Dataset entries
■ ■ ■
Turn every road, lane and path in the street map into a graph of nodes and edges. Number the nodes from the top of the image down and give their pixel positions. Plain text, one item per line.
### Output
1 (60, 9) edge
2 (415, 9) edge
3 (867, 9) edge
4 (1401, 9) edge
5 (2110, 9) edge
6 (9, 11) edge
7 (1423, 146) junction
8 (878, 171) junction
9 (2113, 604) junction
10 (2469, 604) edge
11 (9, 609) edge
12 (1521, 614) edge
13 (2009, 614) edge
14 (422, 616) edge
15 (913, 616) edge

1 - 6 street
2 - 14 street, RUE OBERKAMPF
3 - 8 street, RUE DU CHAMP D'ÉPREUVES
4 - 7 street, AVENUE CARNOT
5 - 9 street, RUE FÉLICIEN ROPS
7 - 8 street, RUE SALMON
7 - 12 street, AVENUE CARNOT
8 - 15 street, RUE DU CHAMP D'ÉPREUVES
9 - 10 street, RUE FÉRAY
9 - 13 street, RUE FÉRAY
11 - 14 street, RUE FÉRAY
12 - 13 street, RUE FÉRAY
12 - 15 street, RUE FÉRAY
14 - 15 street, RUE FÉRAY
■ ■ ■
◆ **WHAT THIS TASK INVOLVES**:
Every entry above needs to be quoted exactly.

◆ **TASK RESULT**:
Turn every road, lane and path in the street map into a graph of nodes and edges. Number the nodes from the top of the image down and give their pixel positions. Plain text, one item per line.
### Output
1 (60, 9) edge
2 (415, 9) edge
3 (867, 9) edge
4 (1401, 9) edge
5 (2110, 9) edge
6 (9, 11) edge
7 (1423, 146) junction
8 (878, 171) junction
9 (2113, 604) junction
10 (2469, 604) edge
11 (9, 609) edge
12 (1521, 614) edge
13 (2009, 614) edge
14 (422, 616) edge
15 (913, 616) edge

1 - 6 street
2 - 14 street, RUE OBERKAMPF
3 - 8 street, RUE DU CHAMP D'ÉPREUVES
4 - 7 street, AVENUE CARNOT
5 - 9 street, RUE FÉLICIEN ROPS
7 - 8 street, RUE SALMON
7 - 12 street, AVENUE CARNOT
8 - 15 street, RUE DU CHAMP D'ÉPREUVES
9 - 10 street, RUE FÉRAY
9 - 13 street, RUE FÉRAY
11 - 14 street, RUE FÉRAY
12 - 13 street, RUE FÉRAY
12 - 15 street, RUE FÉRAY
14 - 15 street, RUE FÉRAY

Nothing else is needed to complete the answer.